Retype each record below word for word. Leave the pictures out.

┄┄┄┄┄┄

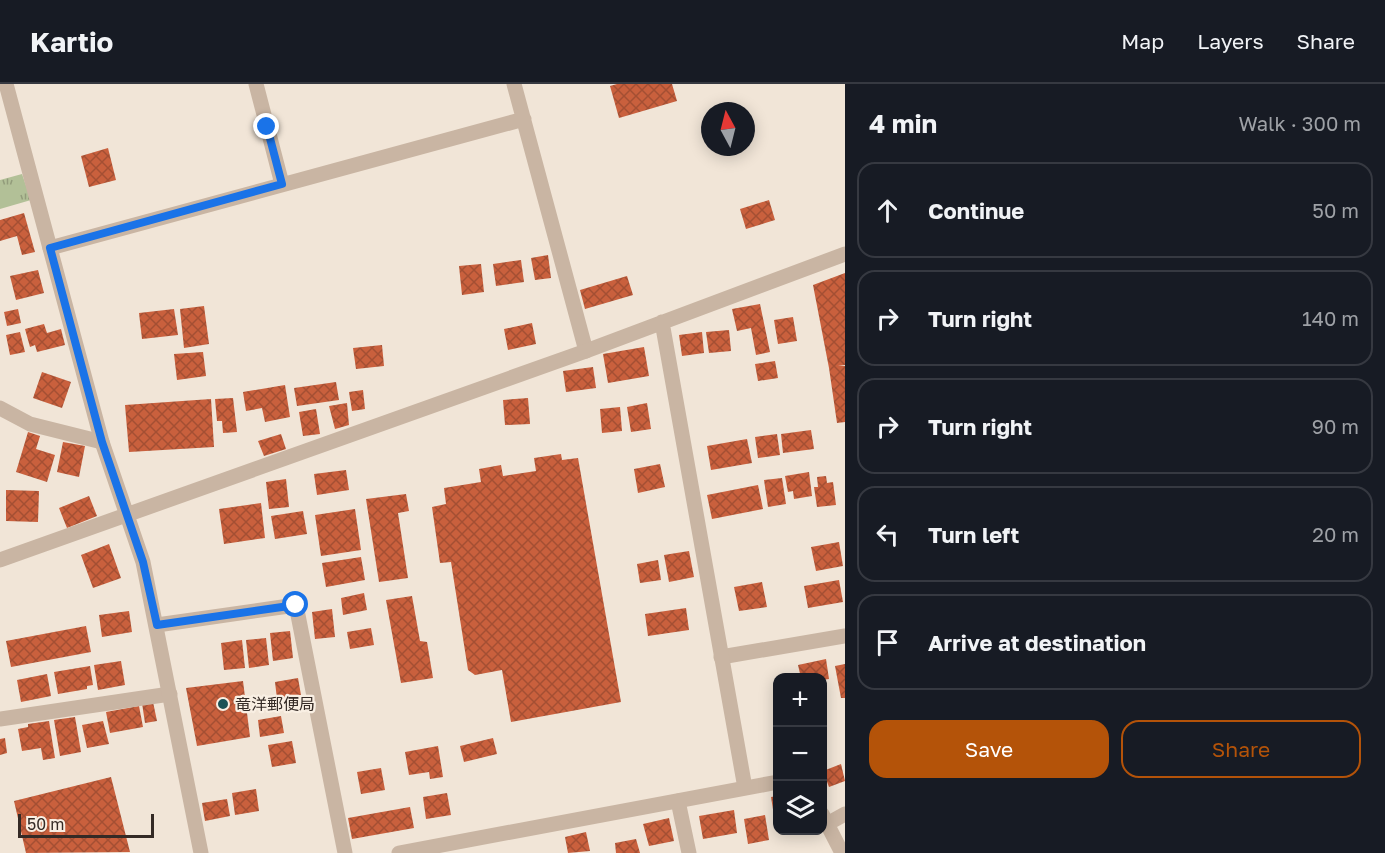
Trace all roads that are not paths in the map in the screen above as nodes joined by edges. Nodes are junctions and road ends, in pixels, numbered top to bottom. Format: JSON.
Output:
{"nodes":[{"id":1,"x":6,"y":84,"type":"edge"},
{"id":2,"x":255,"y":84,"type":"edge"},
{"id":3,"x":514,"y":84,"type":"edge"},
{"id":4,"x":524,"y":119,"type":"junction"},
{"id":5,"x":282,"y":184,"type":"junction"},
{"id":6,"x":50,"y":248,"type":"junction"},
{"id":7,"x":845,"y":254,"type":"edge"},
{"id":8,"x":662,"y":322,"type":"junction"},
{"id":9,"x":586,"y":351,"type":"junction"},
{"id":10,"x":0,"y":408,"type":"edge"},
{"id":11,"x":102,"y":442,"type":"junction"},
{"id":12,"x":126,"y":515,"type":"junction"},
{"id":13,"x":0,"y":561,"type":"edge"},
{"id":14,"x":157,"y":625,"type":"junction"},
{"id":15,"x":845,"y":636,"type":"edge"},
{"id":16,"x":721,"y":657,"type":"junction"},
{"id":17,"x":170,"y":694,"type":"junction"},
{"id":18,"x":0,"y":719,"type":"edge"},
{"id":19,"x":773,"y":783,"type":"edge"},
{"id":20,"x":745,"y":788,"type":"junction"},
{"id":21,"x":678,"y":801,"type":"junction"},
{"id":22,"x":845,"y":814,"type":"edge"},
{"id":23,"x":827,"y":818,"type":"edge"},
{"id":24,"x":827,"y":823,"type":"edge"},
{"id":25,"x":201,"y":853,"type":"edge"},
{"id":26,"x":345,"y":853,"type":"edge"},
{"id":27,"x":399,"y":853,"type":"edge"},
{"id":28,"x":689,"y":853,"type":"edge"},
{"id":29,"x":842,"y":853,"type":"edge"}],
"edges":[{"from":1,"to":6,"type":"street"},
{"from":2,"to":5,"type":"street"},
{"from":3,"to":4,"type":"street"},
{"from":4,"to":5,"type":"street"},
{"from":4,"to":9,"type":"street"},
{"from":5,"to":6,"type":"street"},
{"from":6,"to":11,"type":"street"},
{"from":7,"to":8,"type":"street"},
{"from":8,"to":9,"type":"street"},
{"from":8,"to":16,"type":"street"},
{"from":9,"to":12,"type":"street"},
{"from":10,"to":11,"type":"street"},
{"from":11,"to":12,"type":"street"},
{"from":12,"to":13,"type":"street"},
{"from":12,"to":14,"type":"street"},
{"from":14,"to":17,"type":"street"},
{"from":14,"to":26,"type":"street"},
{"from":15,"to":16,"type":"street"},
{"from":16,"to":20,"type":"street"},
{"from":17,"to":18,"type":"street"},
{"from":17,"to":25,"type":"street"},
{"from":19,"to":20,"type":"street"},
{"from":20,"to":21,"type":"street"},
{"from":21,"to":27,"type":"street"},
{"from":21,"to":28,"type":"street"},
{"from":22,"to":23,"type":"street"},
{"from":24,"to":29,"type":"street"}]}
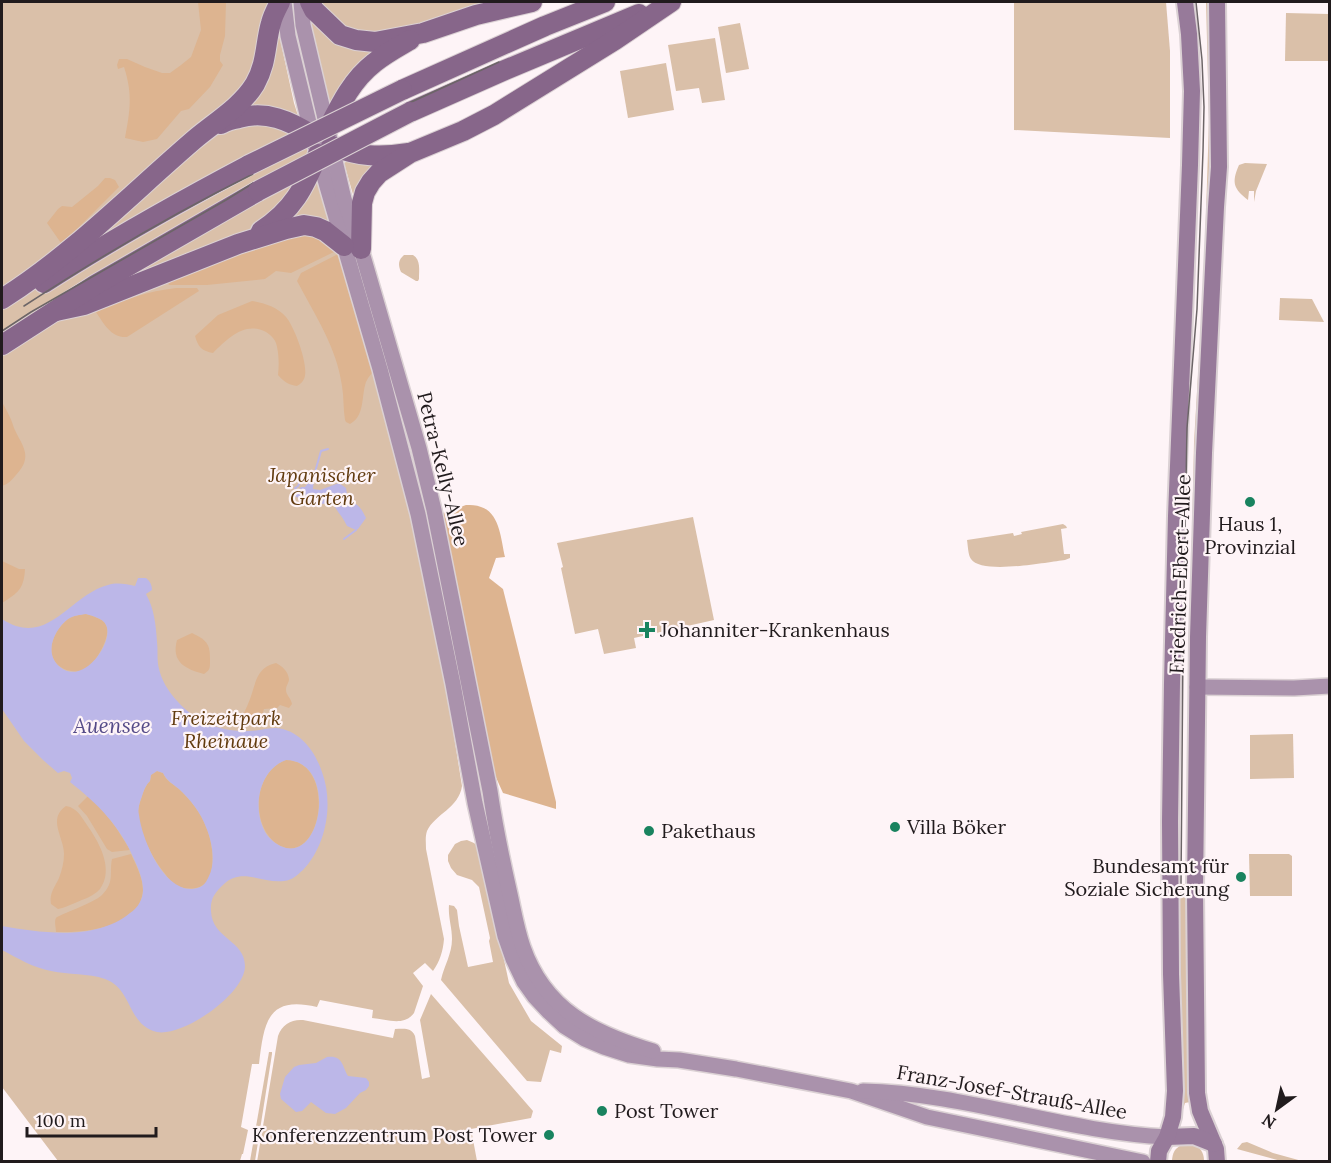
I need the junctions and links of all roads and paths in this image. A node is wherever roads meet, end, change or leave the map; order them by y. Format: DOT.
graph roads {
  1 [pos="282,2"];
  2 [pos="301,2"];
  3 [pos="310,2"];
  4 [pos="532,2"];
  5 [pos="605,2"];
  6 [pos="670,2"];
  7 [pos="1185,2"];
  8 [pos="1217,2"];
  9 [pos="423,33"];
  10 [pos="195,139"];
  11 [pos="322,141"];
  12 [pos="410,153"];
  13 [pos="238,244"];
  14 [pos="353,248"];
  15 [pos="78,252"];
  16 [pos="99,291"];
  17 [pos="2,299"];
  18 [pos="2,310"];
  19 [pos="2,345"];
  20 [pos="1329,686"];
  21 [pos="1197,687"];
  22 [pos="477,813"];
  23 [pos="495,825"];
  24 [pos="679,1060"];
  25 [pos="851,1091"];
  26 [pos="1167,1137"];
  27 [pos="1214,1144"];
  28 [pos="1117,1159"];
  29 [pos="1143,1161"];
  30 [pos="1158,1161"];
  31 [pos="1217,1161"];
  1 -- 10 [label="highway"];
  1 -- 11 [label="main road"];
  2 -- 11 [label="main road"];
  3 -- 9 [label="highway"];
  4 -- 9 [label="highway"];
  5 -- 15 [label="highway, bridge"];
  6 -- 12 [label="highway"];
  6 -- 16 [label="highway, bridge"];
  7 -- 26 [label="main road, Friedrich-Ebert-Allee"];
  8 -- 21 [label="main road, Friedrich-Ebert-Allee"];
  9 -- 11 [label="highway"];
  10 -- 11 [label="highway"];
  10 -- 15 [label="highway"];
  11 -- 12 [label="highway"];
  11 -- 13 [label="highway"];
  11 -- 14 [label="main road, Petra-Kelly-Allee"];
  12 -- 14 [label="highway"];
  13 -- 14 [label="highway"];
  13 -- 16 [label="highway"];
  14 -- 22 [label="main road, Petra-Kelly-Allee"];
  14 -- 23 [label="main road, Petra-Kelly-Allee"];
  15 -- 17 [label="highway"];
  15 -- 18 [label="highway"];
  16 -- 19 [label="highway"];
  20 -- 21 [label="main road"];
  21 -- 27 [label="main road, Friedrich-Ebert-Allee"];
  22 -- 24 [label="main road, Franz-Josef-Strauß-Allee"];
  23 -- 24 [label="main road, Franz-Josef-Strauß-Allee"];
  24 -- 25 [label="main road, Franz-Josef-Strauß-Allee"];
  25 -- 26 [label="main road, Franz-Josef-Strauß-Allee"];
  25 -- 28 [label="main road, Franz-Josef-Strauß-Allee"];
  26 -- 27 [label="main road"];
  26 -- 30 [label="main road, Friedrich-Ebert-Allee"];
  27 -- 31 [label="main road, Friedrich-Ebert-Allee"];
  28 -- 29 [label="main road, Franz-Josef-Strauß-Allee"];
}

┄┄┄┄┄┄

● Exercise solution:
Trace all roads that are not paths in the map in the screen above as nodes joined by edges. Nodes are junctions and road ends, in pixels, numbered top to bottom. Format: JSON.
Output:
{"nodes":[{"id":1,"x":6,"y":84,"type":"edge"},
{"id":2,"x":255,"y":84,"type":"edge"},
{"id":3,"x":514,"y":84,"type":"edge"},
{"id":4,"x":524,"y":119,"type":"junction"},
{"id":5,"x":282,"y":184,"type":"junction"},
{"id":6,"x":50,"y":248,"type":"junction"},
{"id":7,"x":845,"y":254,"type":"edge"},
{"id":8,"x":662,"y":322,"type":"junction"},
{"id":9,"x":586,"y":351,"type":"junction"},
{"id":10,"x":0,"y":408,"type":"edge"},
{"id":11,"x":102,"y":442,"type":"junction"},
{"id":12,"x":126,"y":515,"type":"junction"},
{"id":13,"x":0,"y":561,"type":"edge"},
{"id":14,"x":157,"y":625,"type":"junction"},
{"id":15,"x":845,"y":636,"type":"edge"},
{"id":16,"x":721,"y":657,"type":"junction"},
{"id":17,"x":170,"y":694,"type":"junction"},
{"id":18,"x":0,"y":719,"type":"edge"},
{"id":19,"x":773,"y":783,"type":"edge"},
{"id":20,"x":745,"y":788,"type":"junction"},
{"id":21,"x":678,"y":801,"type":"junction"},
{"id":22,"x":845,"y":814,"type":"edge"},
{"id":23,"x":827,"y":818,"type":"edge"},
{"id":24,"x":827,"y":823,"type":"edge"},
{"id":25,"x":201,"y":853,"type":"edge"},
{"id":26,"x":345,"y":853,"type":"edge"},
{"id":27,"x":399,"y":853,"type":"edge"},
{"id":28,"x":689,"y":853,"type":"edge"},
{"id":29,"x":842,"y":853,"type":"edge"}],
"edges":[{"from":1,"to":6,"type":"street"},
{"from":2,"to":5,"type":"street"},
{"from":3,"to":4,"type":"street"},
{"from":4,"to":5,"type":"street"},
{"from":4,"to":9,"type":"street"},
{"from":5,"to":6,"type":"street"},
{"from":6,"to":11,"type":"street"},
{"from":7,"to":8,"type":"street"},
{"from":8,"to":9,"type":"street"},
{"from":8,"to":16,"type":"street"},
{"from":9,"to":12,"type":"street"},
{"from":10,"to":11,"type":"street"},
{"from":11,"to":12,"type":"street"},
{"from":12,"to":13,"type":"street"},
{"from":12,"to":14,"type":"street"},
{"from":14,"to":17,"type":"street"},
{"from":14,"to":26,"type":"street"},
{"from":15,"to":16,"type":"street"},
{"from":16,"to":20,"type":"street"},
{"from":17,"to":18,"type":"street"},
{"from":17,"to":25,"type":"street"},
{"from":19,"to":20,"type":"street"},
{"from":20,"to":21,"type":"street"},
{"from":21,"to":27,"type":"street"},
{"from":21,"to":28,"type":"street"},
{"from":22,"to":23,"type":"street"},
{"from":24,"to":29,"type":"street"}]}
I need the junctions and links of all roads and paths in this image. A node is wherever roads meet, end, change or leave the map; order them by y. Format: DOT.
graph roads {
  1 [pos="282,2"];
  2 [pos="301,2"];
  3 [pos="310,2"];
  4 [pos="532,2"];
  5 [pos="605,2"];
  6 [pos="670,2"];
  7 [pos="1185,2"];
  8 [pos="1217,2"];
  9 [pos="423,33"];
  10 [pos="195,139"];
  11 [pos="322,141"];
  12 [pos="410,153"];
  13 [pos="238,244"];
  14 [pos="353,248"];
  15 [pos="78,252"];
  16 [pos="99,291"];
  17 [pos="2,299"];
  18 [pos="2,310"];
  19 [pos="2,345"];
  20 [pos="1329,686"];
  21 [pos="1197,687"];
  22 [pos="477,813"];
  23 [pos="495,825"];
  24 [pos="679,1060"];
  25 [pos="851,1091"];
  26 [pos="1167,1137"];
  27 [pos="1214,1144"];
  28 [pos="1117,1159"];
  29 [pos="1143,1161"];
  30 [pos="1158,1161"];
  31 [pos="1217,1161"];
  1 -- 10 [label="highway"];
  1 -- 11 [label="main road"];
  2 -- 11 [label="main road"];
  3 -- 9 [label="highway"];
  4 -- 9 [label="highway"];
  5 -- 15 [label="highway, bridge"];
  6 -- 12 [label="highway"];
  6 -- 16 [label="highway, bridge"];
  7 -- 26 [label="main road, Friedrich-Ebert-Allee"];
  8 -- 21 [label="main road, Friedrich-Ebert-Allee"];
  9 -- 11 [label="highway"];
  10 -- 11 [label="highway"];
  10 -- 15 [label="highway"];
  11 -- 12 [label="highway"];
  11 -- 13 [label="highway"];
  11 -- 14 [label="main road, Petra-Kelly-Allee"];
  12 -- 14 [label="highway"];
  13 -- 14 [label="highway"];
  13 -- 16 [label="highway"];
  14 -- 22 [label="main road, Petra-Kelly-Allee"];
  14 -- 23 [label="main road, Petra-Kelly-Allee"];
  15 -- 17 [label="highway"];
  15 -- 18 [label="highway"];
  16 -- 19 [label="highway"];
  20 -- 21 [label="main road"];
  21 -- 27 [label="main road, Friedrich-Ebert-Allee"];
  22 -- 24 [label="main road, Franz-Josef-Strauß-Allee"];
  23 -- 24 [label="main road, Franz-Josef-Strauß-Allee"];
  24 -- 25 [label="main road, Franz-Josef-Strauß-Allee"];
  25 -- 26 [label="main road, Franz-Josef-Strauß-Allee"];
  25 -- 28 [label="main road, Franz-Josef-Strauß-Allee"];
  26 -- 27 [label="main road"];
  26 -- 30 [label="main road, Friedrich-Ebert-Allee"];
  27 -- 31 [label="main road, Friedrich-Ebert-Allee"];
  28 -- 29 [label="main road, Franz-Josef-Strauß-Allee"];
}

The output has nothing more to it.